A recent analysis by ESET has revealed that a backdoor utilized by a China-aligned espionage group has made a significant leap from its original Linux platform to the Windows operating system. This backdoor, known as SprySOCKS, has recently acquired an advanced kernel-level stealth capability, allowing it to evade detection by the various tools cybersecurity defenders depend on to recognize intrusions.
ESET’s newly published findings identify two previously undocumented versions of SprySOCKS specifically designed for Windows, referred to as WIN_DRV and WIN_PLUS. These variants are notably equipped with hardcoded command-and-control (C2) configurations and come packed with a wide array of espionage functionalities.
Upon investigation, ESET telemetry traced actual attack activities to the years 2023 and 2024. These operations primarily targeted governmental institutions in regions such as Honduras, Taiwan, Thailand, and Pakistan. SprySOCKS made its initial appearance in 2023 as a Linux backdoor, but its transition to Windows presenting new challenges for cybersecurity professionals.
### Hiding in the Kernel
Of the two variants identified, WIN_DRV is particularly concerning due to its employment of a kernel driver that functions as a rootkit. This enables it to conceal malware files, active processes, registry entries, and network connections from standard detection tools like netstat. The rootkit’s stealth capabilities allow the operators to access the backdoor discreetly; it reroutes traffic from any open port to a hidden backdoor port whenever a specific marker is detected within the data packets. This carefully orchestrated concealment keeps the actual destination hidden from sight, making it increasingly difficult for cybersecurity measures to track malicious activity.
WIN_DRV and WIN_PLUS share operational characteristics, communicating with their operators through three primary channels: TCP, UDP, or WebSocket, with each variant capable of operating either as a client or server. Together, these backdoors possess support for over 30 operational commands, ranging from system and network reconnaissance to file manipulation and tunneling via a built-in SOCKS proxy.
In addition to its impressive array of functionalities, the malware has the capability to log keystrokes and capture clipboard contents if activated. Furthermore, it creates a Windows firewall rule to allow its traffic to pass through unimpeded, raising the stakes for organizations targeted by this sophisticated cyber espionage tool.

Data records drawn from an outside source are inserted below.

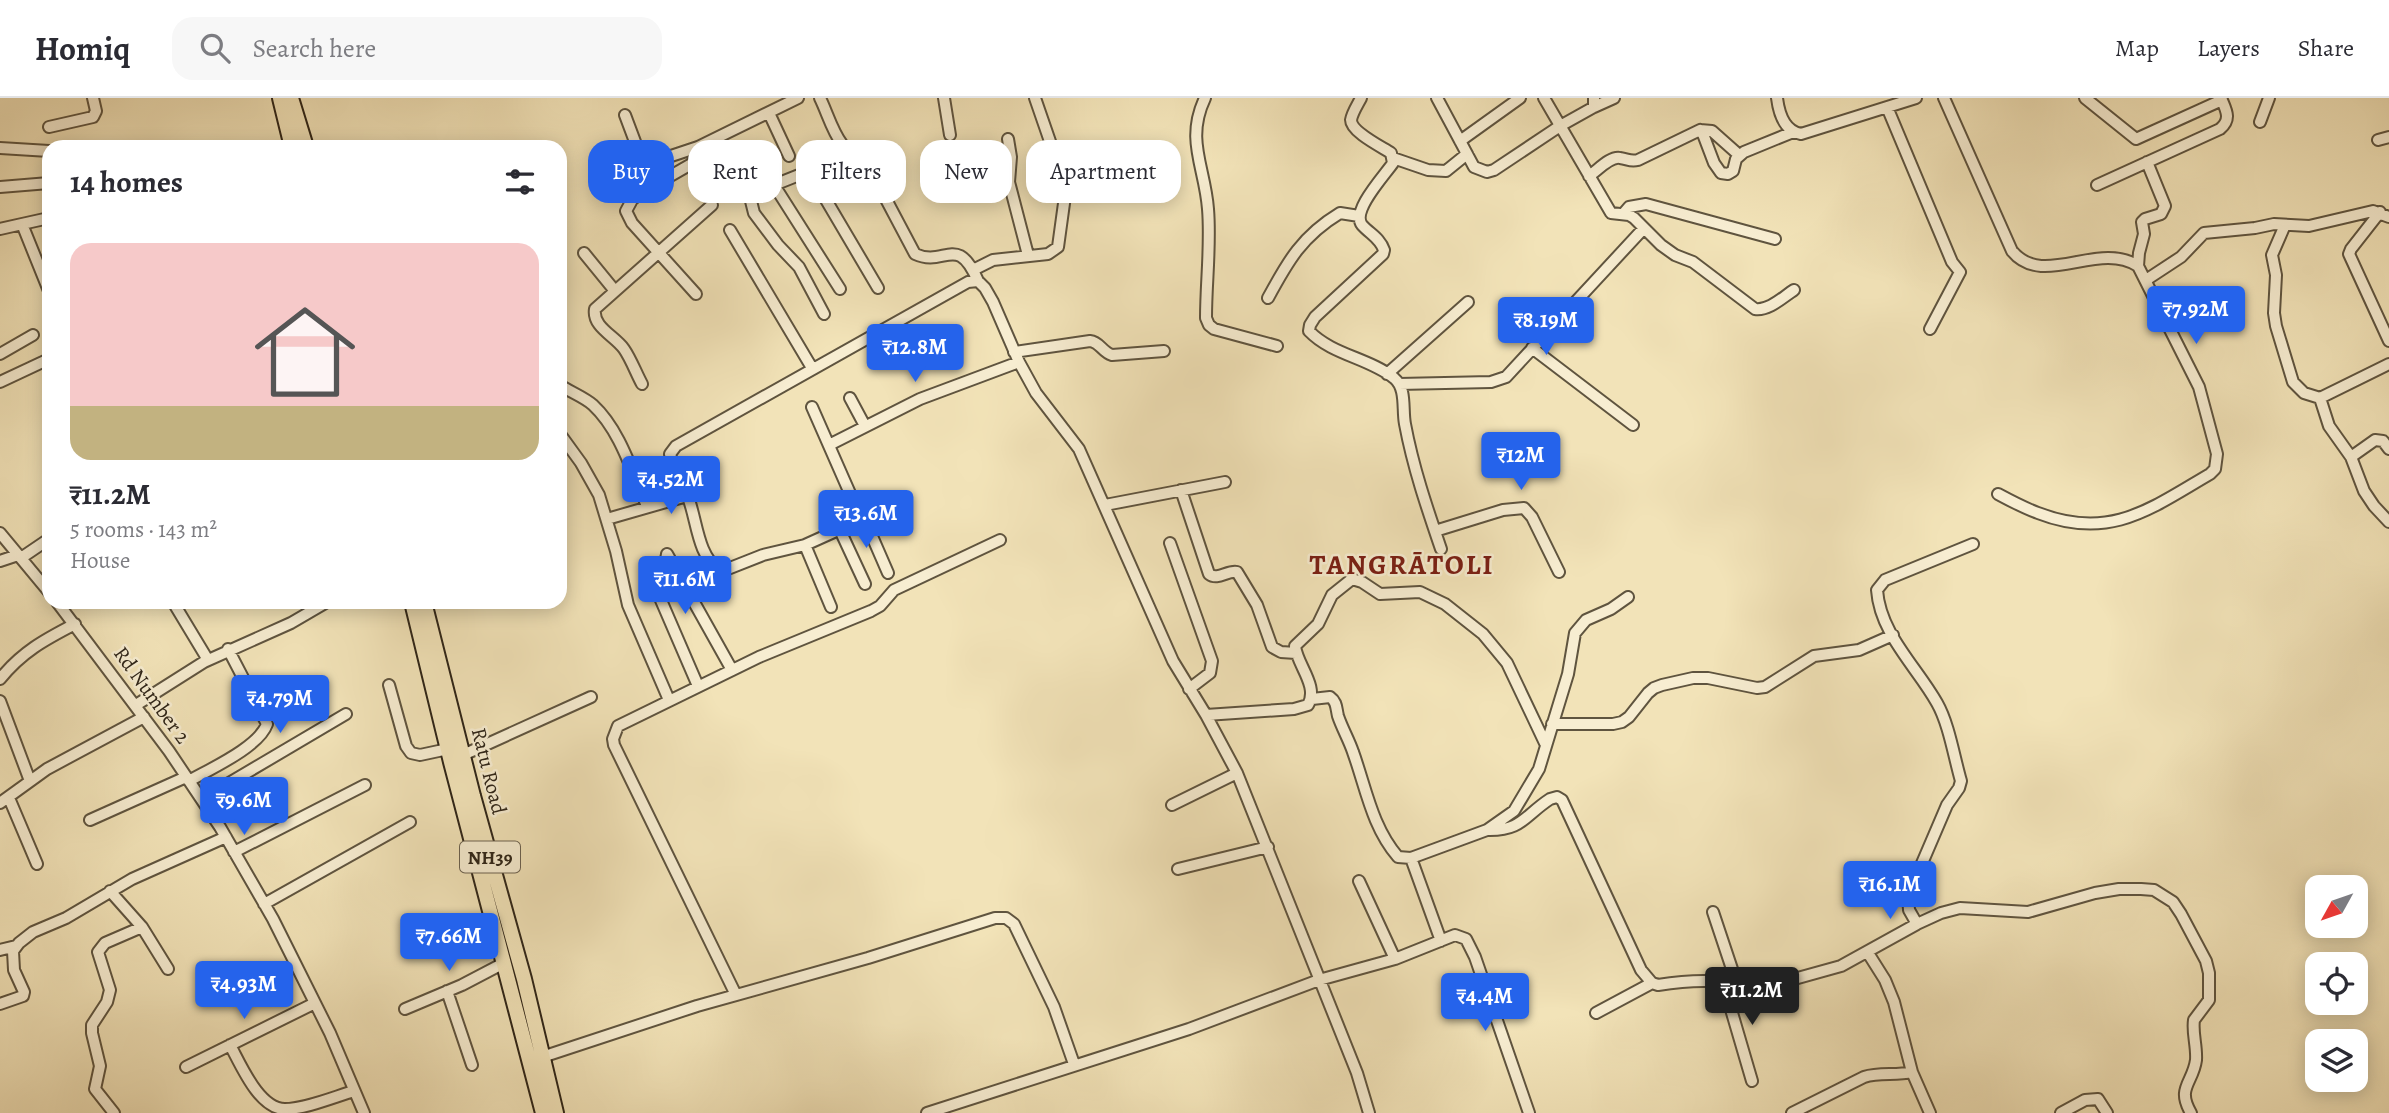 <!DOCTYPE html>
<meta charset="utf-8">
<style>
:root{--surface:#fff;--page:#f7f7f7;--text:#2b2b33;--muted:#7c7c81;--line:#e1e1e2;--accent:#2563eb}
body{margin:0;font-family:Alegreya,serif;background:var(--page);color:var(--text);height:100vh;display:flex;flex-direction:column;font-size:26px;white-space:nowrap}
*{box-sizing:border-box;margin:0}
p{font-size:23px;color:var(--muted)}
.icon{flex:none;width:38px;height:38px;fill:none;stroke:currentColor;stroke-width:2;stroke-linecap:round;stroke-linejoin:round}
.map{position:relative;flex:1;overflow:hidden}
.drawer{position:absolute;left:42px;top:42px;width:525px;height:469px;display:flex;flex-direction:column;background:var(--surface);border-radius:21px;box-shadow:0 4px 18px #0003}
.drawer>*{flex:none}
.hud{position:absolute;left:588px;top:42px;width:665px;height:63px;display:flex;gap:14px}
.needle{width:46px;rotate:230deg}
.tools{position:absolute;left:2305px;top:777px;display:grid;gap:14px}
.tools a{display:grid;place-items:center;width:63px;height:63px;border-radius:14px;background:var(--surface);box-shadow:0 4px 18px #0003;font-size:35px}
.price{position:absolute;translate:-50% -60px;padding:0 16px;border-radius:7px;background:var(--accent);color:#fff;font-size:23px;line-height:46px;filter:drop-shadow(0 2px 4px #0008)}
.price::after{content:'';position:absolute;left:50%;top:42px;width:21px;height:16px;margin-left:-10px;background:inherit;clip-path:polygon(0 0,100% 0,50% 100%)}
.price.current{background:#222;color:#fff}
ul{padding:0;list-style:none}
li{display:grid;align-content:center;gap:14px;height:371px;padding:0 28px}
li+li{border-top:2px solid var(--line)}
li span{display:grid;place-items:center;height:217px;border-radius:21px;color:#555}
li>.icon{margin-inline-start:auto}
span .icon{width:126px;height:126px;fill:#fffc;stroke-width:1}
li b{font-size:30px}
h2{display:flex;justify-content:space-between;align-items:center;height:84px;padding:0 28px;font-size:30px}
.chip{padding:0 24px;border-radius:21px;background:var(--surface);box-shadow:0 4px 18px #0003;font-size:24px;line-height:63px}
.chip.current{background:var(--accent);color:#fff}
header{display:flex;align-items:center;gap:42px;box-sizing:border-box;height:98px;padding:0 35px;background:var(--surface);border-bottom:2px solid var(--line)}
header strong{font-size:33px}
nav{display:flex;gap:38px;margin-inline-start:auto;font-size:24px}
.search{width:490px;height:63px;background:var(--page);display:flex;align-items:center;gap:18px;box-sizing:border-box;padding:0 24px;border-radius:21px;color:var(--muted);font-size:26px}
.map>svg:first-child{display:block}
.lines{fill:none;stroke-linecap:round;stroke-linejoin:round}
.minor-casing{stroke:#5f543f;stroke-width:14}
.major-casing{stroke:#2e2417;stroke-width:18}
.minor{stroke:#f7edd1;stroke-width:10}
.major{stroke:#f2e3b8;stroke-width:14}
.labels{text-anchor:middle;stroke-width:5;stroke-linejoin:round;paint-order:stroke}
.shield{fill:#f7edd1;stroke:#6a604f;stroke-width:2}
.shield-label{font-size:19px;font-weight:bold;fill:#2e2417}
.street-label{font-size:21px;fill:#2e2417;stroke:#f7edd1}
.district-label{font-size:28px;font-weight:bold;letter-spacing:2px;fill:#7a1f14;stroke:#f7edd1}
</style>
<header>
<strong>Homiq</strong>
<div class="search"><svg class="icon" aria-label="search" viewBox="0 0 24 24"><circle cx="10" cy="10" r="6"/><path d="M15 15l6 6"/></svg>Search here</div>
<nav><a>Map</a><a>Layers</a><a>Share</a></nav>
</header>
<div class="map">
<svg width="2389" height="1015" viewBox="0 0 2389 1015">
<rect width="100%" height="100%" fill="#f2e3b8"/>
<filter id="stains"><feTurbulence type="fractalNoise" baseFrequency=".00286" numOctaves="4"/><feColorMatrix values="0 0 0 0 .2 0 0 0 0 .09 0 0 0 0 .02 0 0 0 .5 -.17"/></filter>
<radialGradient id="worn" r=".72"><stop offset=".6" stop-color="#630" stop-opacity="0"/><stop offset="1" stop-color="#630" stop-opacity=".3"/></radialGradient>
<g class="lines">
<defs>
<path id="minor" d="M820,0c7,14 12,33 22,46 8,10 20,14 28,25l45,85c30,14 42,-22 63,27
M944,0l6,37
M1205,0c-20,42 0,69 3,111 3,36 -2,73 -2,109l3,7 5,4 63,17
M1361,0c-3,6 -9,15 -10,22 0,12 31,27 40,33l2,10c-9,13 -42,48 -31,62 8,9 18,13 22,25l-1,4 -68,63 -5,8 -1,6c23,24 60,27 85,47 13,11 8,31 11,46 8,43 22,84 36,125
M1437,0l37,69 13,5 7,-2 66,-44 34,-19v-9
M1544,0l67,115 18,2 5,3 27,27 14,10 18,7 62,47c14,2 28,-12 39,-19
M1777,0c2,16 7,33 24,36l115,-36
M1944,0l68,153c31,38 86,-11 126,15l61,121 18,67 -2,15 -5,5c-60,35 -100,67 -172,39 -14,-5 -27,-12 -40,-19
M2085,0l51,41 86,-39
M1594,9l20,-9
M1887,9l65,155 8,10 -30,57
M769,15l20,43
M625,17l15,40 7,9 51,-17 100,-49
M2260,24l9,-24
M49,29l44,-10 3,-6 -3,-13
M1700,32l12,1 27,24
M1008,41l3,18 -2,25 19,73
M2378,42l11,-3
M1460,43l60,-43
M0,50l49,3
M1393,60l35,12 18,1 21,-17
M809,73l69,117
M1589,78c8,-5 21,-20 31,-18 8,1 10,4 18,2l62,-30 3,4 11,29 7,10 7,1 5,-3 3,-12 8,-7 49,-20
M774,87l66,104
M2097,87l123,-56c12,-10 6,-19 1,-31
M0,89l49,-4
M2380,114l-29,37 -2,5 40,87
M1623,116l6,-7 17,-3 129,35
M22,126l27,-6
M2285,127l-13,30 4,20 -2,38 2,13 17,56 11,11 16,5 69,-34
M0,131l22,-5 27,67
M730,132l82,138
M584,155l31,38
M2138,168l1,-13 5,-19 -2,-12 3,-3 16,-5 4,-8 -18,-44
M973,172l20,-10 55,-6 10,-7 7,-51 -2,-17 -28,-81
M2146,182l35,-23 23,-24 51,-5 19,-4 35,2 64,-15 16,6
M696,196l-64,-71 -6,-12 6,-11 7,-6 54,-31 5,-16
M1268,200c20,-37 34,-62 72,-85l19,3
M824,216l-25,-47 -21,-22 -24,-32 -3,-12 8,-10 95,-38
M1532,250l101,77
M1014,254l76,-11c10,1 12,11 22,14l52,-4
M0,256l33,-19
M1387,276l81,-72
M0,284l49,-23
M642,286c-6,-11 -11,-25 -18,-35 -9,-13 -32,-22 -29,-40l117,-104
M1399,286l92,-2 15,-5 138,-149
M560,287c10,7 24,12 33,20 27,25 39,67 54,101
M850,300l15,28
M2320,300l9,28 22,31 13,34 10,15 15,16
M812,309l51,116
M560,336l21,29 18,32 17,56 12,54 41,95
M829,347l91,-46 99,-37
M2351,359l24,-17 8,1 6,8
M1181,392l28,84c9,7 18,-4 28,-2l20,33 15,42 9,5 15,1
M1105,407l120,-23
M607,421l80,-23
M839,430l26,56
M1435,433l68,-21 21,-2 8,9 27,55
M0,435l49,59
M1170,445l42,118 -2,12 -21,16
M805,447l26,62
M667,456c-1,14 -16,15 -13,30l44,102
M667,456l65,116
M21,460l28,-19
M0,463l18,-6
M888,475l-20,-46 -5,-4 -7,-1 -51,23 -42,10 -38,15h-6c-21,-14 -22,-48 -30,-70 -6,-16 -15,-30 -19,-46l6,-8 292,-164 10,-1 7,7 8,14 26,60 17,31 43,56 94,212 33,54 31,58 120,300 12,40
M57,504l112,149 51,76 53,92 57,114 34,80
M173,504l35,58
M0,581c22,-27 44,-39 75,-55
M389,587l17,61 5,7 9,2 28,-6
M1312,601l18,-2c7,5 6,11 8,19 4,12 11,24 15,36 13,36 19,75 45,105l13,1 30,83
M0,603l30,80
M136,607l68,-43 87,-39 36,-21
M1206,617l88,-6 14,-4c11,-19 -11,-40 -13,-59l23,-22 14,-29 20,-16 10,3 18,12 40,-2 25,12 38,30 24,29 38,80
M1552,626h61l9,-2 7,-5 19,-24 6,-5 8,-3 31,-7h15l49,10 8,-1 49,-31 45,-6 34,-15
M463,657l128,-58
M189,683c21,-12 70,-34 78,-57l-39,-75
M9,700l28,66
M202,701l144,-85
M0,705l47,-34 97,-52
M1172,707l65,-32
M90,722l96,-43
M1487,732c35,1 37,-14 63,-31l7,-2 5,3 79,170 11,13 6,2c25,-4 48,-6 73,-2 10,1 17,6 27,6l83,-23 76,-42 24,-11 19,-5 68,4 67,-19 24,-4h22l13,1 19,12 8,12 25,47 3,12v27l-15,20c-2,13 3,26 2,40 -3,23 -20,28 -5,53
M234,754l131,-67
M1411,760l76,-28 27,-19 25,-42 29,-95 7,-41 11,-13 25,-11 17,-12
M1178,771l90,-22
M1359,783l36,78
M110,793l32,36 26,42
M264,806l146,-82
M1713,814l24,72
M1917,826l-8,-14 -1,-14 39,-91 12,-17 2,-7c-7,-24 -12,-57 -24,-78 -20,-36 -57,-69 -60,-113l8,-10 88,-36
M0,852l16,-4
M1868,855l17,27 9,22 18,70 18,41
M1723,884l29,99
M447,893l25,74
M736,897l-122,-250 -1,-6 5,-13 141,-69 112,-46 9,-5 14,-16 106,-50
M0,906l23,-8 1,-4 -10,-22 -1,-19 6,-8 14,-11 33,-14 66,-39 94,-42
M405,911l57,-24 42,-22
M1596,915l56,-30
M230,947c11,20 29,64 55,64 20,0 49,-12 69,-18
M536,961l161,-53 171,-48 127,-40h11l8,6 40,83 20,57
M186,969l129,-64
M114,1015l-19,-24 5,-23 -8,-33v-8l15,-23 3,-12 -12,-38 7,-9 37,-16
M927,1015l262,-84 130,-49 76,-21 60,-24 11,4 9,18 54,156
M1792,1015l72,-36c16,-5 32,-1 48,-5
M2061,1015l24,-13 13,-1 9,14"/>
<path id="major" d="M280,0l12,49
M291,0l15,49
M412,504l39,160 92,351
M424,504l49,194 51,183 32,134"/>
</defs>
<use href="#minor" class="minor-casing"/>
<use href="#major" class="major-casing"/>
<use href="#minor" class="minor"/>
<use href="#major" class="major"/>
</g>
<g class="labels">
<rect class="shield" x="460" y="743.5" width="60" height="31" rx="5"/>
<g class="shield-label">
<text x="490" y="766">NH39</text>
</g>
<g class="street-label">
<text transform="translate(152 597) rotate(54)" y="7">Rd Number 2</text>
<text transform="translate(489 673) rotate(76)" y="7">Ratu Road</text>
</g>
<g class="district-label">
<text x="1402" y="476">TANGRĀTOLI</text>
</g>
</g>
<rect width="100%" height="100%" filter="url(#stains)"/>
<rect width="100%" height="100%" fill="url(#worn)"/>
</svg>
<div class="tools">
<a><svg class="needle" viewBox="-14 -14 28 28"><path d="M0-13l5 13h-10z" fill="#e53935"/><path d="M0 13l5-13h-10z" fill="#7c7c81"/></svg></a>
<a><svg class="icon" aria-label="locate" viewBox="0 0 24 24"><circle cx="12" cy="12" r="6"/><path d="M12 2v4M12 18v4M2 12h4M18 12h4"/></svg></a>
<a><svg class="icon" aria-label="layers" viewBox="0 0 24 24"><path d="M12 4l9 5-9 5-9-5zM3 14l9 5 9-5"/></svg></a>
</div>
<b class="price" style="left:2196px;top:248px">₹7.92M</b>
<b class="price" style="left:1546px;top:259px">₹8.19M</b>
<b class="price" style="left:915px;top:286px">₹12.8M</b>
<b class="price" style="left:1521px;top:394px">₹12M</b>
<b class="price" style="left:671px;top:418px">₹4.52M</b>
<b class="price" style="left:866px;top:452px">₹13.6M</b>
<b class="price" style="left:685px;top:518px">₹11.6M</b>
<b class="price" style="left:280px;top:637px">₹4.79M</b>
<b class="price" style="left:244px;top:739px">₹9.6M</b>
<b class="price" style="left:1890px;top:823px">₹16.1M</b>
<b class="price" style="left:449px;top:875px">₹7.66M</b>
<b class="price" style="left:244px;top:923px">₹4.93M</b>
<b class="price current" style="left:1752px;top:929px">₹11.2M</b>
<b class="price" style="left:1485px;top:935px">₹4.4M</b>
<div class="hud">
<a class="chip current">Buy</a>
<a class="chip">Rent</a>
<a class="chip">Filters</a>
<a class="chip">New</a>
<a class="chip">Apartment</a>
</div>
<section class="drawer">
<h2>14 homes<svg class="icon" aria-label="filters" viewBox="0 0 24 24"><path d="M4 7h16M4 17h16"/><circle cx="9" cy="7" r="2"/><circle cx="15" cy="17" r="2"/></svg></h2>
<ul>
<li><span style="background:linear-gradient(#f6c9c9 75%,#c2b280 0)"><svg class="icon" aria-label="home" viewBox="0 0 24 24"><path d="M3 11l9-7 9 7M6 9v11h12V9"/></svg></span><div><b>₹11.2M</b><p>5 rooms · 143 m²</p><p>House</p></div></li>
</ul>
</section>
</div>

### Part of a Wider Espionage Toolkit
The FishMonger group, also recognized under the aliases Earth Lusca and Aquatic Panda, is known to operate within the broader Winnti umbrella and is believed to be based in Chengdu, China. This group’s toolkit is extensive, previously including elements such as ShadowPad, Cobalt Strike, and the Biopass RAT. Interestingly, it is thought that the group might be linked to contractor I-Soon, whose employees faced indictment in the United States in March 2025 for their involvement in hacking-for-hire operations.
While ESET has not confirmed the specific methods the attackers used to infiltrate target networks, it is well-documented that FishMonger typically exploits unpatched public-facing servers. Once inside a system, the malware is adept at concealing itself among legitimate signed Windows files via DLL side-loading, ensuring it remains undetected and sets itself up to run at system startup.
What is particularly alarming is ESET’s discovery of limited indications suggesting that some attacks might extend even deeper into a UEFI bootkit, potentially executing before the Windows operating system itself loads. This development poses a significant concern for cybersecurity defenders, as such advanced techniques complicate mitigation and response efforts.
In conclusion, the latest findings underscore the ongoing challenges faced by cybersecurity professionals in combating sophisticated, state-aligned threats such as those posed by FishMonger. With its transition to Windows and the addition of advanced stealth features, the SprySOCKS backdoor serves as a stark reminder of the continually evolving landscape of cyber espionage. Cybersecurity experts are urged to maintain vigilance and meticulously monitor activities associated with this group to safeguard critical infrastructures from future intrusions.